Characterization of intratumoral and circulating IL-10-producing B cells in gastric cancer

The tumor microenvironment harbors multiple immunosuppressive mechanisms, many of which involve suppressive immune cells. B regulatory (Breg) cells, as critical regulators of immune responses, were investigated in patients with gastric carcinoma. In the present study, the B cells that expressed IL-10 were highly enriched in tumor-infiltrating B cells, and could also be found at reduced frequencies in circulating B cells.
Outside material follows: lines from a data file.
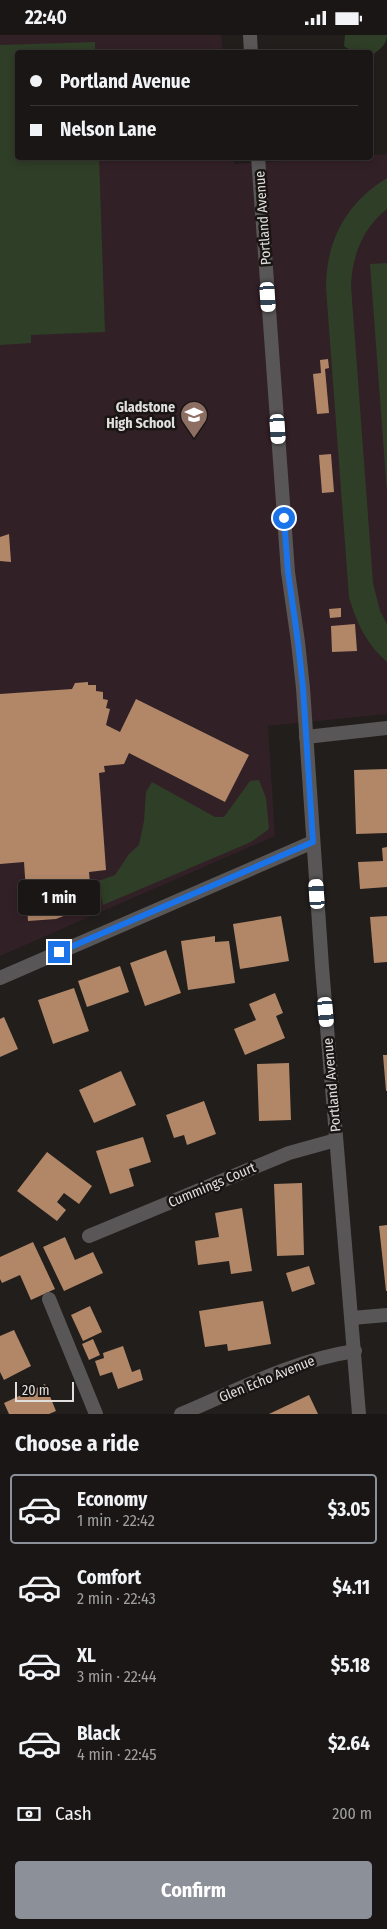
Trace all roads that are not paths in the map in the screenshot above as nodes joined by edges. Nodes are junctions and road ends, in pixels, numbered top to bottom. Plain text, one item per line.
1 (250, 35) edge
2 (251, 50) edge
3 (258, 160) edge
4 (387, 728) edge
5 (306, 737) junction
6 (313, 842) junction
7 (0, 978) edge
8 (336, 1140) junction
9 (89, 1236) dead end
10 (49, 1299) dead end
11 (387, 1315) edge
12 (352, 1318) junction
13 (355, 1351) junction
14 (96, 1414) edge
15 (181, 1414) edge
16 (358, 1414) edge

1 - 2 street
3 - 5 street, Portland Avenue
4 - 5 street
5 - 6 street, Portland Avenue
6 - 7 street
6 - 8 street, Portland Avenue
8 - 9 street, Cummings Court
8 - 12 street, Portland Avenue
10 - 14 street
11 - 12 street
12 - 13 street, Portland Avenue
13 - 15 street, Glen Echo Avenue
13 - 16 street, Portland Avenue

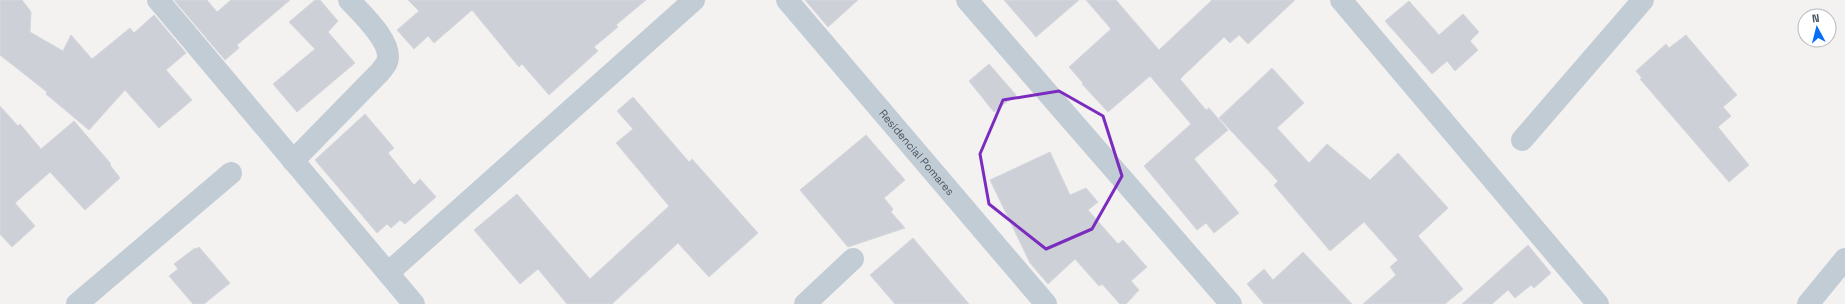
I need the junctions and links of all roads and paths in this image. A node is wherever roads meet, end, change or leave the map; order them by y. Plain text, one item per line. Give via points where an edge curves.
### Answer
1 (158, 0) edge
2 (350, 0) edge
3 (694, 0) edge
4 (787, 0) edge
5 (968, 0) edge
6 (1341, 0) edge
7 (1643, 0) edge
8 (1522, 140) dead end
9 (293, 161) junction
10 (231, 174) dead end
11 (853, 259) dead end
12 (1845, 259) edge
13 (388, 273) junction
14 (77, 304) edge
15 (414, 304) edge
16 (805, 304) edge
17 (1046, 304) edge
18 (1231, 304) edge
19 (1598, 304) edge
20 (1808, 304) edge

1 - 9 street
2 - 9 street via 382,37 387,50 387,61 380,72
3 - 13 street
4 - 17 street, Residencial Pomares
5 - 18 street
6 - 19 street
7 - 8 street
9 - 13 street
10 - 14 street
11 - 16 street
12 - 20 street
13 - 15 street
These cells expressed high CD19 and CD20, and were almost exclusively CD27(+) CD10(-) The IL-10 expression was significantly higher in CD27(+) CD10(-)-sorted B cells than in CD27(-) CD10(-)-sorted B cells. In an in vitro coculture of B cells and autologous T cells, CD27(+) CD10(-) B cells were capable of reducing the levels of CD4 T cell-mediated IFN gamma, TNF, and IL-17 expression and the levels of CD8 T cell-mediated IFN gamma and TNF expression. These regulatory effects were dependent on IL-10 as well as CD80/CD86. Interestingly, CD27(+) CD10(-) B cells also significantly elevated IL-10 production from CD4 and CD8 T cells in an IL-10-dependent manner. Overall, we here report enrichment of IL-10-expressing CD27(+) CD10(-) B cells in the intratumoral environment, which could significantly alter the cytokine production profile by CD4 and CD8 T cells.